Finalmente possiamo saperne di più sul nuovo Google Pixel 3 XL. Lo smartphone è stato oggetto di una interessante recensione che arriva direttamente dalla Russia. A quanto sembra l’azienda di produzione ha chiesto ad alcuni tester di provare il prodotto tecnologico mobile. E qualcuno ha pensato bene di realizzare una vera e propria recensione, che è stata pubblicata su Mobile-Review.

Pixel 3 XL

Attraverso questo test abbiamo la possibilità di saperne di più sul nuovo device mobile di Google. Google Pixel 3 XL ha uno schermo molto grande, da 6,7 pollici e con una risoluzione QHD. Per quanto riguarda il notch, bisogna osservare che le sue dimensioni saranno molto ampie. Ma è anche da dire che in realtà la fascia potrà essere nascosta attraverso una modifica a livello software.

In relazione alle specifiche tecniche, dal punto di vista hardware troviamo un processore Snapdragon 845, già in precedenza confermato da diverse indiscrezioni, oltre a una memoria RAM da 4 GB e ad uno spazio di archiviazione interno di 64 GB, che però non risulta espandibile.

La recensione si sofferma su alcune mancanze di Google Pixel 3 XL. Ci si riferisce in particolare all’assenza della doppia fotocamera nella parte posteriore, alla possibilità della sfocatura e allo zoom ottico.

Il test pone l’attenzione anche sullo schermo OLED, che viene definito non molto luminoso, specialmente quando si utilizza lo smartphone sotto la luce del sole. È però da ricordare l’Ambient Display, una modalità che può risultare in diversi casi davvero utile.

Per quanto riguarda la batteria, l’autonomia è buona, considerando che si riesce a coprire l’utilizzo dello smartphone in una giornata. Ma naturalmente quello a disposizione del tester era solo un prototipo, quindi non si può dire molto con certezza da questo punto di vista.

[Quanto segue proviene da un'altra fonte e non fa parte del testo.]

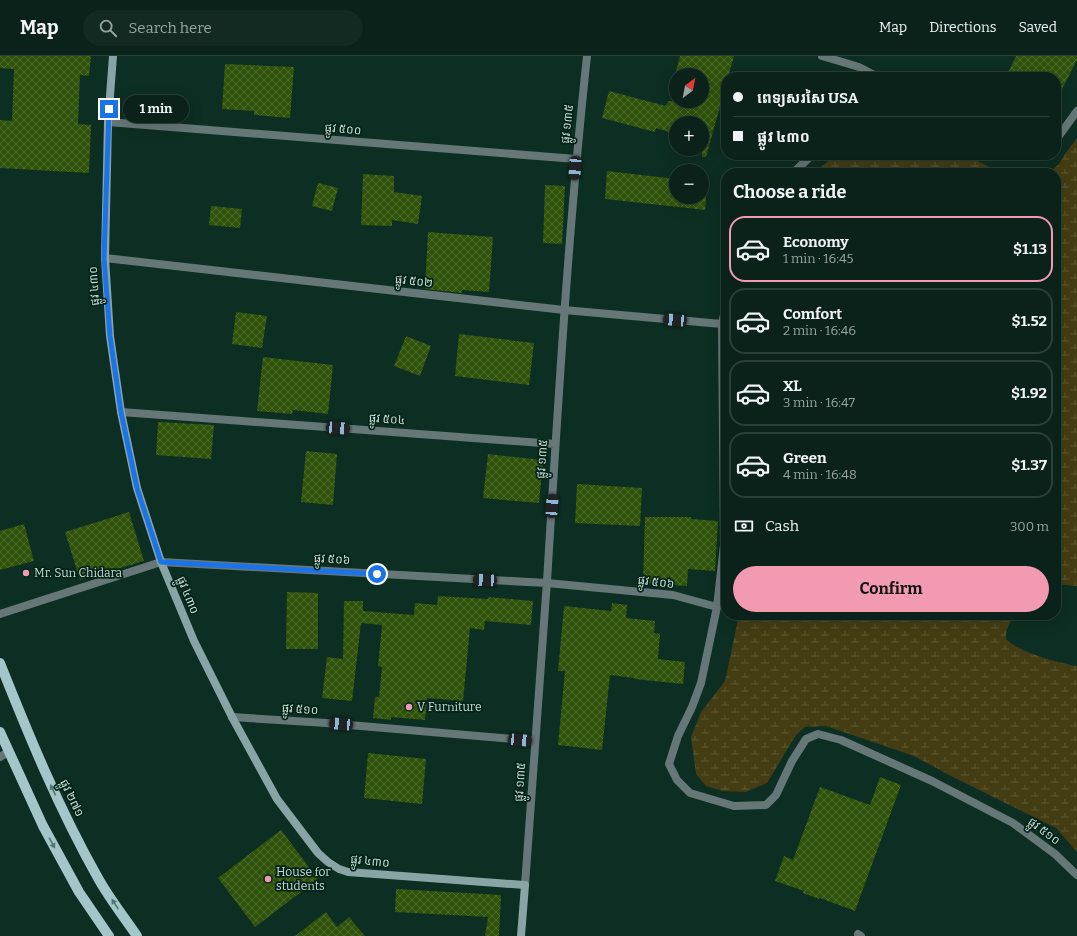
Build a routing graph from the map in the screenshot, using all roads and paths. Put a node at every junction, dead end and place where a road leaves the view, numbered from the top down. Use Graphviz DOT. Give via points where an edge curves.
graph roads {
  1 [pos="113,56"];
  2 [pos="587,56"];
  3 [pos="822,56"];
  4 [pos="868,72"];
  5 [pos="1077,111"];
  6 [pos="108,122"];
  7 [pos="1061,133"];
  8 [pos="576,159"];
  9 [pos="807,160"];
  10 [pos="798,168"];
  11 [pos="104,258"];
  12 [pos="564,310"];
  13 [pos="721,324"];
  14 [pos="121,412"];
  15 [pos="555,444"];
  16 [pos="161,562"];
  17 [pos="721,572"];
  18 [pos="547,583"];
  19 [pos="717,607"];
  20 [pos="0,614"];
  21 [pos="0,663"];
  22 [pos="232,717"];
  23 [pos="0,732"];
  24 [pos="535,741"];
  25 [pos="4,755"];
  26 [pos="1077,876"];
  27 [pos="525,885"];
  28 [pos="110,936"];
  29 [pos="137,936"];
  30 [pos="521,936"];
  1 -- 6 [label="street, ផ្លូវ ៤៣០"];
  2 -- 8 [label="street, ផ្លូវ ១៣៥"];
  3 -- 4 [label="street"];
  5 -- 7 [label="street"];
  6 -- 8 [label="street, ផ្លូវ ៥០០"];
  6 -- 11 [label="street, ផ្លូវ ៤៣០"];
  8 -- 12 [label="street, ផ្លូវ ១៣៥"];
  9 -- 10 [label="street"];
  11 -- 12 [label="street, ផ្លូវ ៥០២"];
  11 -- 14 [label="street, ផ្លូវ ៤៣០" via="110,336"];
  12 -- 13 [label="street, ផ្លូវ ៥០២"];
  12 -- 15 [label="street, ផ្លូវ ១៣៥"];
  14 -- 15 [label="street, ផ្លូវ ៥០៤"];
  14 -- 16 [label="street, ផ្លូវ ៤៣០" via="137,488"];
  15 -- 18 [label="street, ផ្លូវ ១៣៥"];
  16 -- 18 [label="street, ផ្លូវ ៥០៦"];
  16 -- 20 [label="street, ផ្លូវ ៥០៦"];
  16 -- 22 [label="street, ផ្លូវ ៤៣០" via="194,641"];
  17 -- 19 [label="street, ផ្លូវ ៥១០"];
  18 -- 19 [label="street, ផ្លូវ ៥០៦" via="673,595"];
  18 -- 24 [label="street, ផ្លូវ ១៣៥"];
  19 -- 26 [label="street, ផ្លូវ ៥១០" via="701,682 669,764 676,780 690,793 734,806 766,805 776,795 806,739 818,734 841,740 1013,822 1055,854"];
  29 -- 21 [label="main road, ផ្លូវ ២៧១, one-way" via="98,879 63,810 33,747"];
  22 -- 24 [label="street, ផ្លូវ ៥១០"];
  22 -- 27 [label="street, ផ្លូវ ៤៣០" via="277,799 318,853 339,869 348,872"];
  23 -- 25 [label="main road"];
  24 -- 27 [label="street, ផ្លូវ ១៣៥"];
  25 -- 28 [label="main road, one-way" via="80,892"];
  27 -- 30 [label="street, ផ្លូវ ១៣៥"];
}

I rumors ci svelano anche la possibilità della messa in commercio a breve, dopo l’annuncio previsto per ottobre, di due nuovi modelli di smartphone progettati da Google.

Si parla di una modalità di sblocco con il volto e l’iride presente direttamente nel notch, di una doppia fotocamera nella parte posteriore con intelligenza artificiale e di innovativi altoparlanti.

L’intenzione di Google sarebbe anche quella di non utilizzare più il nome Pixel, abbandonando un po’ il passato, come è stato fatto dopo la serie Nexus.